EXERCISE DESCRIPTION: Where a line below includes the word "dead", copy that line.
SOURCE DATA Start Marker
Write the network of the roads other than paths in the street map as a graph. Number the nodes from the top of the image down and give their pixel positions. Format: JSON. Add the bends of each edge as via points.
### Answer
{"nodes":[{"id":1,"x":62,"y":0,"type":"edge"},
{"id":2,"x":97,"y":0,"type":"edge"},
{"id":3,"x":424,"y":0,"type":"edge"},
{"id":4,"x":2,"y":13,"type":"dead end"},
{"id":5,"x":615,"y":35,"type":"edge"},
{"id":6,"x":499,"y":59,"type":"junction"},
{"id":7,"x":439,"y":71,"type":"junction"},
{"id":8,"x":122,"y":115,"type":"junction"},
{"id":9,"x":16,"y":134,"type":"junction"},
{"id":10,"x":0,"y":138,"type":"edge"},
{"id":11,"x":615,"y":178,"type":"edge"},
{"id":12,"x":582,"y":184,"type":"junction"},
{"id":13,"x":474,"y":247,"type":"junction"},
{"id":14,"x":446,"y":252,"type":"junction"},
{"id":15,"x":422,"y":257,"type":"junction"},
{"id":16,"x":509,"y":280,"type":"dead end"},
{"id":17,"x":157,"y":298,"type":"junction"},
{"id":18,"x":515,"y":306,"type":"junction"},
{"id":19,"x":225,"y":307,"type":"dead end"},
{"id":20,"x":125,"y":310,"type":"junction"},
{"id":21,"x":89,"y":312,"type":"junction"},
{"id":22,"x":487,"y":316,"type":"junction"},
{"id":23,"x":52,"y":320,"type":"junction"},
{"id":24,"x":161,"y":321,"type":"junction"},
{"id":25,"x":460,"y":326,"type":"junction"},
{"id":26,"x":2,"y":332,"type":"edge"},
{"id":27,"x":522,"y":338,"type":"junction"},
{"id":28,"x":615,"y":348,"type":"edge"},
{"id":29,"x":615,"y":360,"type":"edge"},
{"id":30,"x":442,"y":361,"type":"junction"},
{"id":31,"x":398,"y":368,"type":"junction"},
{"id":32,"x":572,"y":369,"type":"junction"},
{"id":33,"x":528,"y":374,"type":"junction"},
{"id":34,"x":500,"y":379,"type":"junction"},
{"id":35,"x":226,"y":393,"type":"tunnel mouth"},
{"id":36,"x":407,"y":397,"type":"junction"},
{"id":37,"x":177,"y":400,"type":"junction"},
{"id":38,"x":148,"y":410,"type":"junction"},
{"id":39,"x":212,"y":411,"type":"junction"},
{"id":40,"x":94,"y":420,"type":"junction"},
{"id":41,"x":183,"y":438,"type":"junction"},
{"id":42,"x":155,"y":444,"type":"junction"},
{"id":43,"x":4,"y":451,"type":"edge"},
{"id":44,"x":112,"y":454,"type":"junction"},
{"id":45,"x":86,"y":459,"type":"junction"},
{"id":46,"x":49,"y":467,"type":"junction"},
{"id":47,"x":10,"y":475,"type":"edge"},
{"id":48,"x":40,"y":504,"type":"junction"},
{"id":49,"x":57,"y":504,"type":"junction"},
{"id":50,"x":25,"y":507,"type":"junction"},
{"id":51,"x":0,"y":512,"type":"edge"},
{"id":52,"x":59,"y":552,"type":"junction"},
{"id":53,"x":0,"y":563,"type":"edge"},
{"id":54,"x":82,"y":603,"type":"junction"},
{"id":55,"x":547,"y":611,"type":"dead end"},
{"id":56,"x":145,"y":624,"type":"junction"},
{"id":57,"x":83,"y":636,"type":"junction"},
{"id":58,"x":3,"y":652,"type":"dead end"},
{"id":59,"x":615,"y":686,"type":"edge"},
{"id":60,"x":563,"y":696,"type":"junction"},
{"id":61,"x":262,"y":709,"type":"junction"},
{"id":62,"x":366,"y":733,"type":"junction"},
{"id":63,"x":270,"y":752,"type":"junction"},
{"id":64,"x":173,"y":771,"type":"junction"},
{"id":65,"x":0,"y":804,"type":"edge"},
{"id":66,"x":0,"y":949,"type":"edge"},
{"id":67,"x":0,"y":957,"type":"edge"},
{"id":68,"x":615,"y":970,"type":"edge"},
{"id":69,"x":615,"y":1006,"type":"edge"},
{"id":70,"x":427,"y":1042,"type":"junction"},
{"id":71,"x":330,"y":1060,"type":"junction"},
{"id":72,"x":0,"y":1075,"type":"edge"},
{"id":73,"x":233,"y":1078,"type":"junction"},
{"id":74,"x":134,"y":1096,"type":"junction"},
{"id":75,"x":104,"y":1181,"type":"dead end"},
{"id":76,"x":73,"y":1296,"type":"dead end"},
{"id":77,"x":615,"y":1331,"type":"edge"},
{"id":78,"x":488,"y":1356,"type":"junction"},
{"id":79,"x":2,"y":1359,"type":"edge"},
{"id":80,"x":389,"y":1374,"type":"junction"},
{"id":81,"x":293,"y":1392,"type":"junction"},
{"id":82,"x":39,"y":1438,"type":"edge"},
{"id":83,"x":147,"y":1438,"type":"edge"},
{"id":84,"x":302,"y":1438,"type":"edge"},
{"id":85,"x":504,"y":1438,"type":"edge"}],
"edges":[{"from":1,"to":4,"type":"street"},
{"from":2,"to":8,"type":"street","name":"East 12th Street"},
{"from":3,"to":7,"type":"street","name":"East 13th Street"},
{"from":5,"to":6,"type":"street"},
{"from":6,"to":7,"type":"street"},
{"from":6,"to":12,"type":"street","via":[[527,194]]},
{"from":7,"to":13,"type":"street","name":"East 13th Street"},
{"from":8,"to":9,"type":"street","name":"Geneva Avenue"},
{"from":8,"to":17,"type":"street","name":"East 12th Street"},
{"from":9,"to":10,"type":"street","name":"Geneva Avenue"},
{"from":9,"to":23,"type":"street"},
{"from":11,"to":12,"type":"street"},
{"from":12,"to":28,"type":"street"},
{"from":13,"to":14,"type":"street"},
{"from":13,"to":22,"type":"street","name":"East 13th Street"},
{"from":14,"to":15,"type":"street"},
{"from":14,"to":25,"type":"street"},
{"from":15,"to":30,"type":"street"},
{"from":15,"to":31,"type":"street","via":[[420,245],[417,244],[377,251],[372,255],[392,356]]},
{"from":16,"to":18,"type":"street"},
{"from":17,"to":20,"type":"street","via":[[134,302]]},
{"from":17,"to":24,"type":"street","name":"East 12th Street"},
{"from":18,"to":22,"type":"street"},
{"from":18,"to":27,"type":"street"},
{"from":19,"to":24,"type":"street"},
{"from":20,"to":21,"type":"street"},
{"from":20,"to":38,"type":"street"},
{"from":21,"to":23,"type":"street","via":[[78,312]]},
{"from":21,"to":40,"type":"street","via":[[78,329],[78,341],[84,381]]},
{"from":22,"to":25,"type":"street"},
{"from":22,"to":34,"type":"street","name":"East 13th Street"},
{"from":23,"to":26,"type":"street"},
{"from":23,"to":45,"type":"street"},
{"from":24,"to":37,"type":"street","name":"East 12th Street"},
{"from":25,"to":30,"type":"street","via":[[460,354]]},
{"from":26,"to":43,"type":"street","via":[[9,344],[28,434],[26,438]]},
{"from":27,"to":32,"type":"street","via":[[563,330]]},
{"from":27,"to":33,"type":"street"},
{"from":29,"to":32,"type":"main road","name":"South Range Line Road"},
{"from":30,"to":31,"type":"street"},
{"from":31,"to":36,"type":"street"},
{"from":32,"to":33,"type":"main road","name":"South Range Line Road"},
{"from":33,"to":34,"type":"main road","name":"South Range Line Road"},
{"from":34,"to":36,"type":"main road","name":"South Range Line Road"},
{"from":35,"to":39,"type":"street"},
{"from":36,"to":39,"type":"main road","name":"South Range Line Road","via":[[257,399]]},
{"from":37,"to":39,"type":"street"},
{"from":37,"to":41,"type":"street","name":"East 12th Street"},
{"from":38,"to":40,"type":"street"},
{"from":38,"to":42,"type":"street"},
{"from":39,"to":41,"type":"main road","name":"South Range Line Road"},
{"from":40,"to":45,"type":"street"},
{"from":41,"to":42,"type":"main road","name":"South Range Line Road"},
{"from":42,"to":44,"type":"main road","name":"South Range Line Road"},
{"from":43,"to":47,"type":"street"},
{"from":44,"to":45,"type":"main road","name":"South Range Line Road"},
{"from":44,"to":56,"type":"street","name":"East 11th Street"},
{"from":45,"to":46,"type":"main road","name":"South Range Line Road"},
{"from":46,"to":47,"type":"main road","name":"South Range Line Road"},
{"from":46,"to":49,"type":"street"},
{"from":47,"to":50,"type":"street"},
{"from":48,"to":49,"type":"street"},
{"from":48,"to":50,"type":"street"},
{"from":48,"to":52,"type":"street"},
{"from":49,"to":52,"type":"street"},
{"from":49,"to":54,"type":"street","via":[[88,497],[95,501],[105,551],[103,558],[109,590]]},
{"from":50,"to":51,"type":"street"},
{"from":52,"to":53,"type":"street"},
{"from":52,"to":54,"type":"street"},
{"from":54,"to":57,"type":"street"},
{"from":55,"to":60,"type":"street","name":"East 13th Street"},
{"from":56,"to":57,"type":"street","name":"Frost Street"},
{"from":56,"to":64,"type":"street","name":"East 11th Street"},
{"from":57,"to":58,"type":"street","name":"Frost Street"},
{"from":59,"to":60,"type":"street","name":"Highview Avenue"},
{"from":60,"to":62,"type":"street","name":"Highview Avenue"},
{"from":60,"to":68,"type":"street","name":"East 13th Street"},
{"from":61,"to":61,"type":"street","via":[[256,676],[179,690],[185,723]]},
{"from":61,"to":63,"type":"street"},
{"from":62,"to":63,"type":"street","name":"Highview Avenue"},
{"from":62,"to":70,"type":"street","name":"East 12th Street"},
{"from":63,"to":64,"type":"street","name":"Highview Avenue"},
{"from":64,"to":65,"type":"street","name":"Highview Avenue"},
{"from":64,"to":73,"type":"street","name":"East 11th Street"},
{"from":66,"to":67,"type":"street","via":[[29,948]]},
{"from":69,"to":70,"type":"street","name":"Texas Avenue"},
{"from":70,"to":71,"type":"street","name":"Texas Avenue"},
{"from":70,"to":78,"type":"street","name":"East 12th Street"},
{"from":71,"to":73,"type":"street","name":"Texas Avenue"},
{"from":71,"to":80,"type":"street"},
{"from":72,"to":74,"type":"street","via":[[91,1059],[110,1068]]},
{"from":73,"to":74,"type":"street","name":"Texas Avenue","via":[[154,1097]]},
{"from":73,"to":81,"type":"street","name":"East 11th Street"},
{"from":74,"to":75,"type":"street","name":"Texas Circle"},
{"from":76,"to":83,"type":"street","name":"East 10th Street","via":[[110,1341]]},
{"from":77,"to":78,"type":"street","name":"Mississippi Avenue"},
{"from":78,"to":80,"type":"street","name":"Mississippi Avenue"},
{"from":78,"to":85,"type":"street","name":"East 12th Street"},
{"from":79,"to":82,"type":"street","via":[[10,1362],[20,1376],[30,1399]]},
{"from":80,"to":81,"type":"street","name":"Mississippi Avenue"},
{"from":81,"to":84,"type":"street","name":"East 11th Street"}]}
SOURCE DATA End Marker
RESPONSE BOX:
{"id":4,"x":2,"y":13,"type":"dead end"},
{"id":16,"x":509,"y":280,"type":"dead end"},
{"id":19,"x":225,"y":307,"type":"dead end"},
{"id":55,"x":547,"y":611,"type":"dead end"},
{"id":58,"x":3,"y":652,"type":"dead end"},
{"id":75,"x":104,"y":1181,"type":"dead end"},
{"id":76,"x":73,"y":1296,"type":"dead end"},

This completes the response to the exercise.